『母上は別式女 2』|三國青葉|講談社文庫
2024年12月11日から12月20日にかけて刊行される文庫新刊として、「2024年12月中旬の新刊(文庫)」の情報を公開しました。
今回注目するのは、三國青葉(みくに・あおば)さんによる書き下ろし時代小説、『母上は別式女 2』です。
別式女とは?
「別式女(べっしきめ)」とは、大名家の奥を守る女武芸者のこと。御三家や仙台藩などの大藩に置かれ、藩主の妻女の護衛や家臣の子女への剣術指南などの重要な役割を担っていました。本書では、五万石の雨城藩に仕える「別式女筆頭」万里村巴を主人公とし、その活躍が描かれます。
著者について
三國青葉さんは、2012年に「朝の容花(かおばな)」(『かおばな憑依帖』)で第24回日本ファンタジーノベル大賞優秀賞を受賞しデビュー。「損料屋見鬼控え」や「福猫屋」といった、ハートウォーミングな文庫書き下ろしシリーズでも広く知られる時代小説家です。
あらすじ
8月15日の月見の宴の日、巴は前任の別式女筆頭・世津を訪ね、高輪の老舗菓子屋・大和屋の別邸を訪れます。世津は2年前にその大和屋の主人に嫁ぎ、後任の筆頭に巴を推挙してくれた人物です。 宴の料理を楽しんだ後、二人が屋敷の外に出ると、胡乱な浪人者と遭遇。その男を不審に思った巴たちは自然とその後を尾けることになり……。

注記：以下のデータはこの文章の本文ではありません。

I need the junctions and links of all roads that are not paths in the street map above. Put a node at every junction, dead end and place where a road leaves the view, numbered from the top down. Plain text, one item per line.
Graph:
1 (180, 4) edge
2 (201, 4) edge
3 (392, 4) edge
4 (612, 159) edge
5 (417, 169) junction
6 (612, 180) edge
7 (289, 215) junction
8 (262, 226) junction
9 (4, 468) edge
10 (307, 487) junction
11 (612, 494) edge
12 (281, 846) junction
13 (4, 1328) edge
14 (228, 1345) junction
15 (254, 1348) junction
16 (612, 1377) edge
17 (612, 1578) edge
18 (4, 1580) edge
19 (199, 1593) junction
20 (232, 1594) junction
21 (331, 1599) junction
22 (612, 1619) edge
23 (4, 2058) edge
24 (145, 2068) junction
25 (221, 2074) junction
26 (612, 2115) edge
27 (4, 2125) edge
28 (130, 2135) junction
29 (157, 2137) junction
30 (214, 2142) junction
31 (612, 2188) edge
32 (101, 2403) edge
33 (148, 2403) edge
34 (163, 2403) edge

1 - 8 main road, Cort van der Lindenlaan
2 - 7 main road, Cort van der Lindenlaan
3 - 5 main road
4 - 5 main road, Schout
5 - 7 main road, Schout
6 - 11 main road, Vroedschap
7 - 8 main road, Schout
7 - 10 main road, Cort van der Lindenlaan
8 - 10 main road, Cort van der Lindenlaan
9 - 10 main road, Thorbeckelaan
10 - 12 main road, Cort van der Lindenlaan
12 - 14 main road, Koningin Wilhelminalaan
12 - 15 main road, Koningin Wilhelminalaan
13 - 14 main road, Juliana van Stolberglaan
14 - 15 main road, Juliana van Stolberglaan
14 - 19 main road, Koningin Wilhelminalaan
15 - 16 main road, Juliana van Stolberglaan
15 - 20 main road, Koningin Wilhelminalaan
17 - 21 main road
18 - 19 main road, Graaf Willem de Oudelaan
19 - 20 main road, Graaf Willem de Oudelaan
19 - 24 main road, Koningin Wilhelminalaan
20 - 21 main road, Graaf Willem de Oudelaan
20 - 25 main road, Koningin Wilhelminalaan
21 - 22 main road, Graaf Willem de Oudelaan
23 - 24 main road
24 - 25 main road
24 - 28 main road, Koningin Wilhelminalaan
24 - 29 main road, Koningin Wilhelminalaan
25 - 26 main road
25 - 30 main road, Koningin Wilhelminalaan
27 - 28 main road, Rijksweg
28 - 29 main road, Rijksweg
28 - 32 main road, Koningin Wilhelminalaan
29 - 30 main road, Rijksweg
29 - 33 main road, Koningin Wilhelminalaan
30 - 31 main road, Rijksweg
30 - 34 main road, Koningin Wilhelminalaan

(『母上は別式女 2』(講談社文庫)Amazon紹介文より抜粋・編集)
家族の絆と武家の暮らし
このシリーズの魅力は、剣術の腕は立つものの料理が苦手な巴と、上屋敷の賄い方助として腕を振るう夫・音次郎による「凸凹夫婦」の設定です。また、皮肉屋の父や楽天家でしっかり者の息子といった個性豊かな家族たちが登場し、物語を一層豊かに彩ります。
家族の絆や武家の暮らしの喜怒哀楽を織り交ぜたホームドラマ的要素が、時代小説としての趣と融合した作品です。さらに、別式女が主人公として描かれる作品は珍しく、前作でもその新鮮な視点が大いに楽しめました。